> **Problem**
Please copy each line of the data that includes the string "Maramureșului".

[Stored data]
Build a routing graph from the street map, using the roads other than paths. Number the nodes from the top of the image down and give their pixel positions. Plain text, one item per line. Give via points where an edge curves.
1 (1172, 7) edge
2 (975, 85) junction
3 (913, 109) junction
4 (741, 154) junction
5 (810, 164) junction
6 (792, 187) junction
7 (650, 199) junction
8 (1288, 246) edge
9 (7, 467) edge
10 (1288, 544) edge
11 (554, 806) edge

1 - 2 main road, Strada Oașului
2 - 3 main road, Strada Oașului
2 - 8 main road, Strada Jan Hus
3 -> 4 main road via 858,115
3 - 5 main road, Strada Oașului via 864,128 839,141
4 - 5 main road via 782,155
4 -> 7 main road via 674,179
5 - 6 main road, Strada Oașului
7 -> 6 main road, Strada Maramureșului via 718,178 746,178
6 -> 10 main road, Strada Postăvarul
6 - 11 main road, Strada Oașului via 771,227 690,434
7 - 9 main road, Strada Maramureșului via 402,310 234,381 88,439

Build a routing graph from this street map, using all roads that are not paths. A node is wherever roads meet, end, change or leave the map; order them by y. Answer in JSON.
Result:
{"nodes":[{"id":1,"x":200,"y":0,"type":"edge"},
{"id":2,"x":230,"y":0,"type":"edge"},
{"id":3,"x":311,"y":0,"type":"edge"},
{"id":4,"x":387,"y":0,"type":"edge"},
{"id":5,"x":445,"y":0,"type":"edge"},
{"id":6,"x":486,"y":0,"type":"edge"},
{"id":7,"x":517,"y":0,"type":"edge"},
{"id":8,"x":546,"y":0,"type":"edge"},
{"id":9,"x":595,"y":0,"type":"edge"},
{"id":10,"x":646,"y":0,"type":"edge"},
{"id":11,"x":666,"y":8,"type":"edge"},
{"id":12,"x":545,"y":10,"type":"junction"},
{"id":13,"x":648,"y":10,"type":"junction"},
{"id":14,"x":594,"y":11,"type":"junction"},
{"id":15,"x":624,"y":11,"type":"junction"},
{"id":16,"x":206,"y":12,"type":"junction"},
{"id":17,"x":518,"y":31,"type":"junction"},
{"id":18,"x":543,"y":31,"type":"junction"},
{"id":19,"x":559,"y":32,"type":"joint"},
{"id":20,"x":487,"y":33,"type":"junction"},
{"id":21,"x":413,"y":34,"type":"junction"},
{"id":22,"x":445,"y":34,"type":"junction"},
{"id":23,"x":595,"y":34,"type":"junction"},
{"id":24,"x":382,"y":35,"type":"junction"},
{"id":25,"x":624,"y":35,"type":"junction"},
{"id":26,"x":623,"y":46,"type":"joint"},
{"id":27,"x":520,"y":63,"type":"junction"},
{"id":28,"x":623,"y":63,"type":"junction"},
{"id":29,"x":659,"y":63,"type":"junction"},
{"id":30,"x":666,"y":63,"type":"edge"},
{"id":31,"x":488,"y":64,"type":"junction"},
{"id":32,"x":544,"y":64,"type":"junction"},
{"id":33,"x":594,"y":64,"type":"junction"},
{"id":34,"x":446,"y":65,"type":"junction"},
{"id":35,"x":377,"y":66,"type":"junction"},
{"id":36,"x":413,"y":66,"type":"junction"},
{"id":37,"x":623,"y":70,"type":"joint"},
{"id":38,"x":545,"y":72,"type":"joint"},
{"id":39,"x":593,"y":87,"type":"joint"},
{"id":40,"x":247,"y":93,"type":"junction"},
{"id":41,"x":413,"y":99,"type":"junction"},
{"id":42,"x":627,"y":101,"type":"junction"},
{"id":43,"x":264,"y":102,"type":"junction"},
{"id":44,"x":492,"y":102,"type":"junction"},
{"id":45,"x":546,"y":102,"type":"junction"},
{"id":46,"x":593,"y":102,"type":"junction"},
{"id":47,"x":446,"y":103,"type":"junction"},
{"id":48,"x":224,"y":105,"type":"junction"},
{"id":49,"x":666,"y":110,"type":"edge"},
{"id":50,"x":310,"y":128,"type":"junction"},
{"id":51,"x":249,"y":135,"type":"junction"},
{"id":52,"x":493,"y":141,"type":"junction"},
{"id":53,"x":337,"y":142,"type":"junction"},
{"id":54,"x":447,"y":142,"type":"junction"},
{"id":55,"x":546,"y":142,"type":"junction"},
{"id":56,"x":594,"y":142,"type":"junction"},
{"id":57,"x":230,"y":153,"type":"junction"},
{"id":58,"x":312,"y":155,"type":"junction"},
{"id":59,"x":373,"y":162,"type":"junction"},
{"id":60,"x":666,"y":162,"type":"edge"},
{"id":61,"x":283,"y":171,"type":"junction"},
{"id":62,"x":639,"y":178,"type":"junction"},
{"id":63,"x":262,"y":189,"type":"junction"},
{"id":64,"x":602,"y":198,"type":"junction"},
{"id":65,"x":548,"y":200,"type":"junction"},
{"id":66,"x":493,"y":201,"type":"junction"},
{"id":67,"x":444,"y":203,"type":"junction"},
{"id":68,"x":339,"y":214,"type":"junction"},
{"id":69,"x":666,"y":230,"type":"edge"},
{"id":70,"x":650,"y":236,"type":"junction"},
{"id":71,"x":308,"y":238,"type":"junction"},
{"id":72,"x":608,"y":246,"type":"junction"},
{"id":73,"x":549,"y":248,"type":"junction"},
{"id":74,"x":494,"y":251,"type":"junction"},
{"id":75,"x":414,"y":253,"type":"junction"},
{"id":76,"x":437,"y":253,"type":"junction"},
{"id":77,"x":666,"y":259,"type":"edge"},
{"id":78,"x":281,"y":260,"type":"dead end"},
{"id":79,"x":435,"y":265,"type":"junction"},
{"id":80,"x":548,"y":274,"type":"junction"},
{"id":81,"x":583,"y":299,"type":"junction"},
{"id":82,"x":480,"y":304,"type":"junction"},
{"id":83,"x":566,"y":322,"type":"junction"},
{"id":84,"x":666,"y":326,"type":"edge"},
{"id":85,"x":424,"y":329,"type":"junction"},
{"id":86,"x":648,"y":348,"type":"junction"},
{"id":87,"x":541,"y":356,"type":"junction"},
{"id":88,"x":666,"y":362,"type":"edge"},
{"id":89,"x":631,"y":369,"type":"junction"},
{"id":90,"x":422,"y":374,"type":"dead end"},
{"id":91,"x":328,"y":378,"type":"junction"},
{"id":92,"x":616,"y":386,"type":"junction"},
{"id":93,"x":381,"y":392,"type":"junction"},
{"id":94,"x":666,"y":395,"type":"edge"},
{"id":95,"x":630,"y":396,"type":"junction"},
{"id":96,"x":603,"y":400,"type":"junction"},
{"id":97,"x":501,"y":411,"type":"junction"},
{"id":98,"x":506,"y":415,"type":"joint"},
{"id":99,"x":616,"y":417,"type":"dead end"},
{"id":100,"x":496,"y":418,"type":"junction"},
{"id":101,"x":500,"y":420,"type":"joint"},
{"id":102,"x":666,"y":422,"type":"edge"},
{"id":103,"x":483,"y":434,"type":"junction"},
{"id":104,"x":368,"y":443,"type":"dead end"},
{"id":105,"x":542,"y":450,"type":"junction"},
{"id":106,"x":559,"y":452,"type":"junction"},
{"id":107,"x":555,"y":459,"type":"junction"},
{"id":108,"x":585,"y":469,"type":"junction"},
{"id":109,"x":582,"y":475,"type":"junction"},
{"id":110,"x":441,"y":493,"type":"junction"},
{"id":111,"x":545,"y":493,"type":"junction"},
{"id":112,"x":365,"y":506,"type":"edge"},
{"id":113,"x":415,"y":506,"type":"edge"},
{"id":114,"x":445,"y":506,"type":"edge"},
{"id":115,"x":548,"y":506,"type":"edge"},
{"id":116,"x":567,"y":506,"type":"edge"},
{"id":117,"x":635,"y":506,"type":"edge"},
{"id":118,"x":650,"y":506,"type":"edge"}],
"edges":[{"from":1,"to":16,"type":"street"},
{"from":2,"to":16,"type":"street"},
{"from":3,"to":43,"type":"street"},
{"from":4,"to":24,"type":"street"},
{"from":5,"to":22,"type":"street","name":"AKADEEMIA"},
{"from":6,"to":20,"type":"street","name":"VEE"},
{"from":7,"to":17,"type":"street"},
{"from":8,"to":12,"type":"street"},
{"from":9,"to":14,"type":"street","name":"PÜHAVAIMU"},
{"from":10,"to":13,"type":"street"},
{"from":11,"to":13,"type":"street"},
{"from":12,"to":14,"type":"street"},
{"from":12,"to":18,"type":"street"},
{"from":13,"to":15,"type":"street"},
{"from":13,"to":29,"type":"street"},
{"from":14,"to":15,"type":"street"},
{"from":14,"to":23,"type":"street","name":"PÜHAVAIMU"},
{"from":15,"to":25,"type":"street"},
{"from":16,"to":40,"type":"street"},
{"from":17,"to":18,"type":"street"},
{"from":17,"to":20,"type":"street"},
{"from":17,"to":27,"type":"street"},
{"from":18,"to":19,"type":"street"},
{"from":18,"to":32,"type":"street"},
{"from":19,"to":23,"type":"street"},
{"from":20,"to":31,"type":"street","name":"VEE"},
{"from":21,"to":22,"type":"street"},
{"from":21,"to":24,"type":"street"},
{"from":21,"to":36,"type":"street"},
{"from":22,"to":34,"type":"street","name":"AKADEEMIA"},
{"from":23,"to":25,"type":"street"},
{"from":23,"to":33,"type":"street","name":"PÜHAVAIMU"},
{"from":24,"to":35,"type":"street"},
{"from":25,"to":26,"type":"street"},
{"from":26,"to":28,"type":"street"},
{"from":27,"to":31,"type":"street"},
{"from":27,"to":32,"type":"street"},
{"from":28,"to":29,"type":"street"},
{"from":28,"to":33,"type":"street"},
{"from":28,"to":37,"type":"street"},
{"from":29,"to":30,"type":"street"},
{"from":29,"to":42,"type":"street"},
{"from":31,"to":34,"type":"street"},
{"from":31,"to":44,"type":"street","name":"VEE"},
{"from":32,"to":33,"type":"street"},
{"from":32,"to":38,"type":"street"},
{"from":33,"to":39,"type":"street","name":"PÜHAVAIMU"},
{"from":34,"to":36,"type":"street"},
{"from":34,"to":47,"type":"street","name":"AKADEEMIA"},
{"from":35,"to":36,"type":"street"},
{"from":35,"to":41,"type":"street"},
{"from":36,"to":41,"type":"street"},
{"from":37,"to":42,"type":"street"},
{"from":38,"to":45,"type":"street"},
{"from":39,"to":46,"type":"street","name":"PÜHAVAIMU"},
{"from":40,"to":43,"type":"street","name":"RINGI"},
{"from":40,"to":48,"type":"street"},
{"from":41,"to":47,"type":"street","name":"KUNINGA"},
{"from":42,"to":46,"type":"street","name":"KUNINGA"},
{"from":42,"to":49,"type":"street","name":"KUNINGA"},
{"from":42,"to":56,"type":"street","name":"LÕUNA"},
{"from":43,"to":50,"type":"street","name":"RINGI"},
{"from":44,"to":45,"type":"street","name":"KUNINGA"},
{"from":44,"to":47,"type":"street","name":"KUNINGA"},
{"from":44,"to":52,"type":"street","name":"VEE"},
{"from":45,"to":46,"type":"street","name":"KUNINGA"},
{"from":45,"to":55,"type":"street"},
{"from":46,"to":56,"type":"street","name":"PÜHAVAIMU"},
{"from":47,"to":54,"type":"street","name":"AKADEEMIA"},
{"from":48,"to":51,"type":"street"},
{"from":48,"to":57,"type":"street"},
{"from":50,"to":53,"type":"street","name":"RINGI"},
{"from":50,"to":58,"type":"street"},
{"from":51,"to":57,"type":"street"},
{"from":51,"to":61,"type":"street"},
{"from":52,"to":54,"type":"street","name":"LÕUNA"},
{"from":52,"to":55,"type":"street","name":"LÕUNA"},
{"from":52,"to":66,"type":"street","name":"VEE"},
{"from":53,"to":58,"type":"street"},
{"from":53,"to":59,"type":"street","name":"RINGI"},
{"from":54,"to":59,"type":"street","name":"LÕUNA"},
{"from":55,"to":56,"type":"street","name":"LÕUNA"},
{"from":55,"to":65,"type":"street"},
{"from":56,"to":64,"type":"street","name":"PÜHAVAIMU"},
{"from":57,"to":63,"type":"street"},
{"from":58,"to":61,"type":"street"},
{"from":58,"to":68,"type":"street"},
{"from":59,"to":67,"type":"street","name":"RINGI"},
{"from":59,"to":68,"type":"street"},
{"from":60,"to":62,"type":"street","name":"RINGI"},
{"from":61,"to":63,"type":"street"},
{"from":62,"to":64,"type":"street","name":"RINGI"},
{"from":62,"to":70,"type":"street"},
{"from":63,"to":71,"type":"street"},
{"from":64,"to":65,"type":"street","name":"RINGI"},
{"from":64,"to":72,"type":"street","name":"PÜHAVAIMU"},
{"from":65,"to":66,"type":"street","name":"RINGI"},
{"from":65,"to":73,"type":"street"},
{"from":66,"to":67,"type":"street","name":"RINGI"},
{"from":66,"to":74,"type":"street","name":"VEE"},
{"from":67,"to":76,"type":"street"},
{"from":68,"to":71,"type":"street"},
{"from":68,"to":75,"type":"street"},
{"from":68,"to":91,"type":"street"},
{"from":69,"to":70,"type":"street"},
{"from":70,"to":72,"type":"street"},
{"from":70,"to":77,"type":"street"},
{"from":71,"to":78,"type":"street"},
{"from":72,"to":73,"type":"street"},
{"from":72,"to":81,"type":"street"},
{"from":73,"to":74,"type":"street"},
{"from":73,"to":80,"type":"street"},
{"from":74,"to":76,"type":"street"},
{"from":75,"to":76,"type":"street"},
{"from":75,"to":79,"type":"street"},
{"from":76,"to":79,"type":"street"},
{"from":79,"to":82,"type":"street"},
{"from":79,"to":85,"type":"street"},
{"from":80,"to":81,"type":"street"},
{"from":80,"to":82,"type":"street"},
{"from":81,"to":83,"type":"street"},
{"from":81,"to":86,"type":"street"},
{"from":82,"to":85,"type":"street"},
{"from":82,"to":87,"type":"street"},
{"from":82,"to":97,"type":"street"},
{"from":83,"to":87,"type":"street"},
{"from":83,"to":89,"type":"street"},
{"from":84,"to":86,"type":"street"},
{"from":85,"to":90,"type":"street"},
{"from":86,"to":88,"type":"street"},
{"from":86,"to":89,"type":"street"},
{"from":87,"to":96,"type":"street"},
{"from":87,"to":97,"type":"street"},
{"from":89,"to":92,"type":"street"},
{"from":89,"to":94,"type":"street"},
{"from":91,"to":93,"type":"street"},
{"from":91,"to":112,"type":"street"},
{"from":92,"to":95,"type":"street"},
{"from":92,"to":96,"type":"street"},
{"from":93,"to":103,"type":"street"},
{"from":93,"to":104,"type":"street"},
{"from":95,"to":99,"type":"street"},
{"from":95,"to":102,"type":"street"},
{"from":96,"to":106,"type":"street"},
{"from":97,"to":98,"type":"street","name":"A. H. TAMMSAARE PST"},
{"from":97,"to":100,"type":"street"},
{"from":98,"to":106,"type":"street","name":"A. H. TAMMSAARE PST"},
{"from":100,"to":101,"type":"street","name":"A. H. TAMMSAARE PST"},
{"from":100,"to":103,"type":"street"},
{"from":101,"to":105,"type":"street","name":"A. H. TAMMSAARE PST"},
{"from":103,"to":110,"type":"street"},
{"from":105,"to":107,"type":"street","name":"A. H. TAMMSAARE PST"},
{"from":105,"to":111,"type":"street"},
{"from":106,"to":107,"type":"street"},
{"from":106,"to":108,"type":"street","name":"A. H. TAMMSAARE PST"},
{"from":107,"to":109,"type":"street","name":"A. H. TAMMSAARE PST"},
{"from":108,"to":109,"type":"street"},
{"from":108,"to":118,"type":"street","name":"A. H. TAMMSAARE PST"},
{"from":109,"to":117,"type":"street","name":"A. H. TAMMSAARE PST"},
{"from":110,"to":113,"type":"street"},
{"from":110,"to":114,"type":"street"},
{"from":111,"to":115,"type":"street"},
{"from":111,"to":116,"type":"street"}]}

> **Exercise output**
7 -> 6 main road, Strada Maramureșului via 718,178 746,178
7 - 9 main road, Strada Maramureșului via 402,310 234,381 88,439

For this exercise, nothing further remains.